No. I think you missed the point, which was about why games currently only typically need X VRAM (unmodded). With 1GB VRAM being typical, higher-res textures must be loaded and unloaded a lot, often streamed partly from the disk, or use GPU time to decompress (like Civ V).

It's not a bandwidth problem, unless you already assume that it would be impossible to make use of more VRAM at some given resolution. IE, if you assume that 1GB is enough for 1080P, then more VRAM is only needed for pushing more pixels to more buffers. I don't even play at 1080P (1680x1050), and I often get annoyed at only having 1GB, with a now-lowly GTX 460. Some games I play can use >2GB, now, and more already exist, if you're talking multiplayer; and surely more are on the way. What happens, if you run against the limit, is that it gets jerky, due to having to swap textures in and our of VRAM all the time. The answers are either pop-in/out due to streaming, or using lower-res textures. More VRAM would do the job better, without any more GPU power, or higher settings.

I'm talking about going up to something and it being fuzzy. The artist who made it likely had a much higher-res texture. But, you'll never see it. Not because you don't have enough VRAM bandwidth, but because system RAM is very far away, so the less swapping out the better, but you don't have so much VRAM to swap to and from. The bandwidth and latency problem is on PCI-e and your CPU, not the video card; the video card end mostly has a capacity/cost problem. Even with good asset re-use, there are limits, without simply having more RAM. But, a game developer simply cannot ignore what most people are running. Some, like Crytek, I applaud, for having options that can push the limits of what's available, today. But, I can also understand and respect the decision not to, by most devs/publishers.

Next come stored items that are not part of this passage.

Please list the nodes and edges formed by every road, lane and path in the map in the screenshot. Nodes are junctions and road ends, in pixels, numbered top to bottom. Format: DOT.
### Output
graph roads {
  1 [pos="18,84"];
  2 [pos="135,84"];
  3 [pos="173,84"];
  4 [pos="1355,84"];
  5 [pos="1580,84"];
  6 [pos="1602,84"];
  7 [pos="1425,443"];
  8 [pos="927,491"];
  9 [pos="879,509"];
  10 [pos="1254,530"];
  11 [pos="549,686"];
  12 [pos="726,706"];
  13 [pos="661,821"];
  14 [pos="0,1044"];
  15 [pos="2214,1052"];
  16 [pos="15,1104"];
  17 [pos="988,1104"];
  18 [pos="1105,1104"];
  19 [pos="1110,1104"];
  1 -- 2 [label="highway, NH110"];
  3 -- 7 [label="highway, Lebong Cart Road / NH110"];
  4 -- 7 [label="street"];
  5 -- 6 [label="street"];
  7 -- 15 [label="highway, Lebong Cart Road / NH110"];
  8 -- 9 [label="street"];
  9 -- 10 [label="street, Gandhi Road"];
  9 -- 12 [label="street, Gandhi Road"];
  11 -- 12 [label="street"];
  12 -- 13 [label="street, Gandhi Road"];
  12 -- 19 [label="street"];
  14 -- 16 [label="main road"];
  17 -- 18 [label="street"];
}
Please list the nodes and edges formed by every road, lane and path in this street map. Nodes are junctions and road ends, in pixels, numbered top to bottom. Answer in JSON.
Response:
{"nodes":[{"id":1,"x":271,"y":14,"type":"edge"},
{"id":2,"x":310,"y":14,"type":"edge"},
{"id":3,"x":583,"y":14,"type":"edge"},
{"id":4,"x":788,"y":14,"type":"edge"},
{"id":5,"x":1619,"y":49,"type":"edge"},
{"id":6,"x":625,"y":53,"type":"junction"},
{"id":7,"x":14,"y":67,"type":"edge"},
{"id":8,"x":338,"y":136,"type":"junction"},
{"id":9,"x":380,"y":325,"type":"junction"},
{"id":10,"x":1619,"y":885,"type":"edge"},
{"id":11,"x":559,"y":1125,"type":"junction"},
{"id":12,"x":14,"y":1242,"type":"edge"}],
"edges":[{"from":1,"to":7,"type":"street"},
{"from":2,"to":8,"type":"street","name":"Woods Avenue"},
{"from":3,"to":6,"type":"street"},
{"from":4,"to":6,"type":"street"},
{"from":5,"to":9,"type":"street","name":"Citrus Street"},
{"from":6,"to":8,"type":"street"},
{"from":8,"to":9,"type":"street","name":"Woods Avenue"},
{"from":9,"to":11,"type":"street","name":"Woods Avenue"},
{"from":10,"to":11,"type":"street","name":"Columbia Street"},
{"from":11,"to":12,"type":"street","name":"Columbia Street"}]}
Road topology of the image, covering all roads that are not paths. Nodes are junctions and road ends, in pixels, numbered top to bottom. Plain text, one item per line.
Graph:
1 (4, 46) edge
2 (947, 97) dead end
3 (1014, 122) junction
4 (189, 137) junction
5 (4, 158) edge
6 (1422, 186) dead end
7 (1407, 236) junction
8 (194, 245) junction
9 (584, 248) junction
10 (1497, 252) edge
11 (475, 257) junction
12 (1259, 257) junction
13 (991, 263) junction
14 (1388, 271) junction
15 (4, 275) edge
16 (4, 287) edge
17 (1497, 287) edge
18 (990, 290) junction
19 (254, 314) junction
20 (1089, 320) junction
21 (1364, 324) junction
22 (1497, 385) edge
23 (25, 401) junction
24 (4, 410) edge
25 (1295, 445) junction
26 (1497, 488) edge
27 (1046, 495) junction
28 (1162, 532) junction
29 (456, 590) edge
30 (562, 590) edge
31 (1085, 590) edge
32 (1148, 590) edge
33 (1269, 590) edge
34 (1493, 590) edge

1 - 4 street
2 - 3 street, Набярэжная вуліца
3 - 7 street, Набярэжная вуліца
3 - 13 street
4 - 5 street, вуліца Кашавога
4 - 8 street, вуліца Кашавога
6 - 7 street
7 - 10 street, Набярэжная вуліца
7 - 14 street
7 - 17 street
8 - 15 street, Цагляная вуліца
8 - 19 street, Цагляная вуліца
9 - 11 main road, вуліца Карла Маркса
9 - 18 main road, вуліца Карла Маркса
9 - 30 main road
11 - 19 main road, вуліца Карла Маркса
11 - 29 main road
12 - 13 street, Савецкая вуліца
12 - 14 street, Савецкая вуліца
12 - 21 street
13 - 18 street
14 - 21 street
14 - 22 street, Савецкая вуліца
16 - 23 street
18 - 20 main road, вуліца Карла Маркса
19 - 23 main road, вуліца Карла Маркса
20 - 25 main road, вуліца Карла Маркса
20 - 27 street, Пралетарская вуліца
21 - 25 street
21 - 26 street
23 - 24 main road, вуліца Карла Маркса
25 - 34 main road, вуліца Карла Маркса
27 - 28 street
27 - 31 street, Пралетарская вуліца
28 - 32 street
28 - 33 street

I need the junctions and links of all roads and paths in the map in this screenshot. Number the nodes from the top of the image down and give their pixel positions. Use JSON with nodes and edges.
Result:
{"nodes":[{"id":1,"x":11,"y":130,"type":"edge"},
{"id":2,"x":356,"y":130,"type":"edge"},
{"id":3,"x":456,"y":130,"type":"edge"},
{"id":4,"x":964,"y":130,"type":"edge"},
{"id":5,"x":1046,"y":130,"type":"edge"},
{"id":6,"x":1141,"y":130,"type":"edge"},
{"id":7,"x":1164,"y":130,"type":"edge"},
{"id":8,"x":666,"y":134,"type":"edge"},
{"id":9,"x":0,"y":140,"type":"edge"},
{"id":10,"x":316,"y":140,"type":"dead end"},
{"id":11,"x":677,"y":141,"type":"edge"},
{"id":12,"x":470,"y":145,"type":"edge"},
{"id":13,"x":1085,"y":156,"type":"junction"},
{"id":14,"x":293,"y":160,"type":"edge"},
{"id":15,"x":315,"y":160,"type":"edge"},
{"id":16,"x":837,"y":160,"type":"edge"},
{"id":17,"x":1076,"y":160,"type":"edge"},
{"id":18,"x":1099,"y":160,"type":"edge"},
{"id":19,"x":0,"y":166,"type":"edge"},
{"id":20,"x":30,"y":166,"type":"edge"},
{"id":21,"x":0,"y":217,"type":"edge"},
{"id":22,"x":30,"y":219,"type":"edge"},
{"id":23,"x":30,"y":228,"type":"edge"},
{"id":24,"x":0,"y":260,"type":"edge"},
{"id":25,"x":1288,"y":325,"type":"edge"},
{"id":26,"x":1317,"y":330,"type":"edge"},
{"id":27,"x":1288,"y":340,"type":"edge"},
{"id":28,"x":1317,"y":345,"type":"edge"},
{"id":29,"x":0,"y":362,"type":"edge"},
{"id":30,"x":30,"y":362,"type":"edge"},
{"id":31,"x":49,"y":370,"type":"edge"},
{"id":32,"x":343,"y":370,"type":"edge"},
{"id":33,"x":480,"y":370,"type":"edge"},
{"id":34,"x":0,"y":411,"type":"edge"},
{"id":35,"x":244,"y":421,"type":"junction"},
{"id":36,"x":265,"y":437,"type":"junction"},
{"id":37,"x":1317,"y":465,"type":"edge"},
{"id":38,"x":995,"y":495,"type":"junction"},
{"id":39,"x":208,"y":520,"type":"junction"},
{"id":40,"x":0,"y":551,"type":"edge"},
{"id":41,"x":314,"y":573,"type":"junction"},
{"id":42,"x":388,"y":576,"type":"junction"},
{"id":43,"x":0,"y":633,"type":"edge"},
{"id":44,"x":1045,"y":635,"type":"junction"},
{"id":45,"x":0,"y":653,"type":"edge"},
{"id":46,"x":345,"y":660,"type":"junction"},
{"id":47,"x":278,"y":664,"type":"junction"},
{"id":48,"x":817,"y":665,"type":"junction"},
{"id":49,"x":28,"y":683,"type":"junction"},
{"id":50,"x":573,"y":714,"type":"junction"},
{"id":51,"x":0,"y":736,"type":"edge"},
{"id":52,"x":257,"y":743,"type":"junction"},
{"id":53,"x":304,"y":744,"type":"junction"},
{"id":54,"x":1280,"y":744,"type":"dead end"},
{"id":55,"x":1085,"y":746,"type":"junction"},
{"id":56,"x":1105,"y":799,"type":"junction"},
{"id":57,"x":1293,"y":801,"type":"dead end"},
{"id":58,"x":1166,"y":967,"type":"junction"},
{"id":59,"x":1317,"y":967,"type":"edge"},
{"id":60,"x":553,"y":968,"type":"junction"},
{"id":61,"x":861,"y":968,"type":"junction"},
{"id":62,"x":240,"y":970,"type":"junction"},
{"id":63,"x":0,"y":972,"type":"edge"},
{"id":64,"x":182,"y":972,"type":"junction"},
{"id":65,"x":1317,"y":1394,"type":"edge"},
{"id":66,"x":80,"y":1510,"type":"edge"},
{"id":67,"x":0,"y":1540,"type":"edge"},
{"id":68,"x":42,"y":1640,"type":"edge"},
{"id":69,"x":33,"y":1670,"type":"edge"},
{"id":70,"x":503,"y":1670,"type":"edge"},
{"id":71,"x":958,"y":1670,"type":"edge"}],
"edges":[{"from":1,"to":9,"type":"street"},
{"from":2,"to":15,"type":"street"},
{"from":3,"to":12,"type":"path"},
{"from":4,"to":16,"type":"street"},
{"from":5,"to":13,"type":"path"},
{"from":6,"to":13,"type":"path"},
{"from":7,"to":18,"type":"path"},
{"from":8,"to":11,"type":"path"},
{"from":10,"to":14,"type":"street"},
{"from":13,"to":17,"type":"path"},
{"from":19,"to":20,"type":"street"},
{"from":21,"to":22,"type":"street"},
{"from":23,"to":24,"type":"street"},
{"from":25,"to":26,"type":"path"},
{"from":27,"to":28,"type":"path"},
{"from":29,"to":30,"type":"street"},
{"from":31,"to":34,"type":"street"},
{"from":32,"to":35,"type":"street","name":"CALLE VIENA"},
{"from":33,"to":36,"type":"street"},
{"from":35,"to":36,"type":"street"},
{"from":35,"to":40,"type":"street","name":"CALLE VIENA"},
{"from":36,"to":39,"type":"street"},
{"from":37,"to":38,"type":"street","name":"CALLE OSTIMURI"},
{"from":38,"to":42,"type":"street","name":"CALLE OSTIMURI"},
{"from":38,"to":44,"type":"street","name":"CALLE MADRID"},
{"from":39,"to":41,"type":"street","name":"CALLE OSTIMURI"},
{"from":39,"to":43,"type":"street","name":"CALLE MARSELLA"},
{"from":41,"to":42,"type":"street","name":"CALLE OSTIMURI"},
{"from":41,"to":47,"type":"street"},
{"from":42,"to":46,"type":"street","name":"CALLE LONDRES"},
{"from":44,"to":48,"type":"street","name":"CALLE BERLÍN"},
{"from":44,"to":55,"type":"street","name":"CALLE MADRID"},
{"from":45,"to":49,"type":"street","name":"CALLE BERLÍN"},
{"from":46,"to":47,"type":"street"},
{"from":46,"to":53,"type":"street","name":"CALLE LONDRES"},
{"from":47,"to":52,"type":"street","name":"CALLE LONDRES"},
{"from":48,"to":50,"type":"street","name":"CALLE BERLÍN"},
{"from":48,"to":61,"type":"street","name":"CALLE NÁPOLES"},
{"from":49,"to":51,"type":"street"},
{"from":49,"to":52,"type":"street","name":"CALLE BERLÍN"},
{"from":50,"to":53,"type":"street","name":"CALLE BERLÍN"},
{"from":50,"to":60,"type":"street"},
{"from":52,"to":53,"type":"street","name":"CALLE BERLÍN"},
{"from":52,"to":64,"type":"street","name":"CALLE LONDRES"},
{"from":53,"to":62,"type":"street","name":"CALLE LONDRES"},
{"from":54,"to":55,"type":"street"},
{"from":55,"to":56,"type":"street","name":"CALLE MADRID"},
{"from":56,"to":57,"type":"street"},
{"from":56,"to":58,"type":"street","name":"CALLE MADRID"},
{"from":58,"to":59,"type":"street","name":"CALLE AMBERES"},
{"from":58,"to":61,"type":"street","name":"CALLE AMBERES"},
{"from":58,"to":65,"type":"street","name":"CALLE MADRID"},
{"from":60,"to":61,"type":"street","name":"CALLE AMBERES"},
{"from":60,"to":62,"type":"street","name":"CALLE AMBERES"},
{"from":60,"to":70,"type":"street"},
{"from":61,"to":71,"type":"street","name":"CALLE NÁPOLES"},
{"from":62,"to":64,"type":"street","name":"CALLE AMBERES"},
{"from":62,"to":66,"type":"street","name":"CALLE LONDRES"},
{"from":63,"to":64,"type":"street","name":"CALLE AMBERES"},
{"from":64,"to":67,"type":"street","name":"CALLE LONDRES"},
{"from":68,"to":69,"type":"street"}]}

IoW, the chicken and egg thing is about why 1GB is usually enough, and it's not because the people making assets for games couldn't make them more detailed, but because without more people having more VRAM, there isn't enough incentive to make them more detailed, and possible disincentive towards trying (notice how games that push HW boundaries get called "poorly coded," and such, until the hardware catches up?); yet by game makers choosing to limit their content, there then also isn't enough incentive for users [of unmodded games] to get more, unless they need to fill more buffers faster, because the game devs have already made compromises to make <=1GB work well, even if at the cost of noticeable IQ, for objects not at a great distance.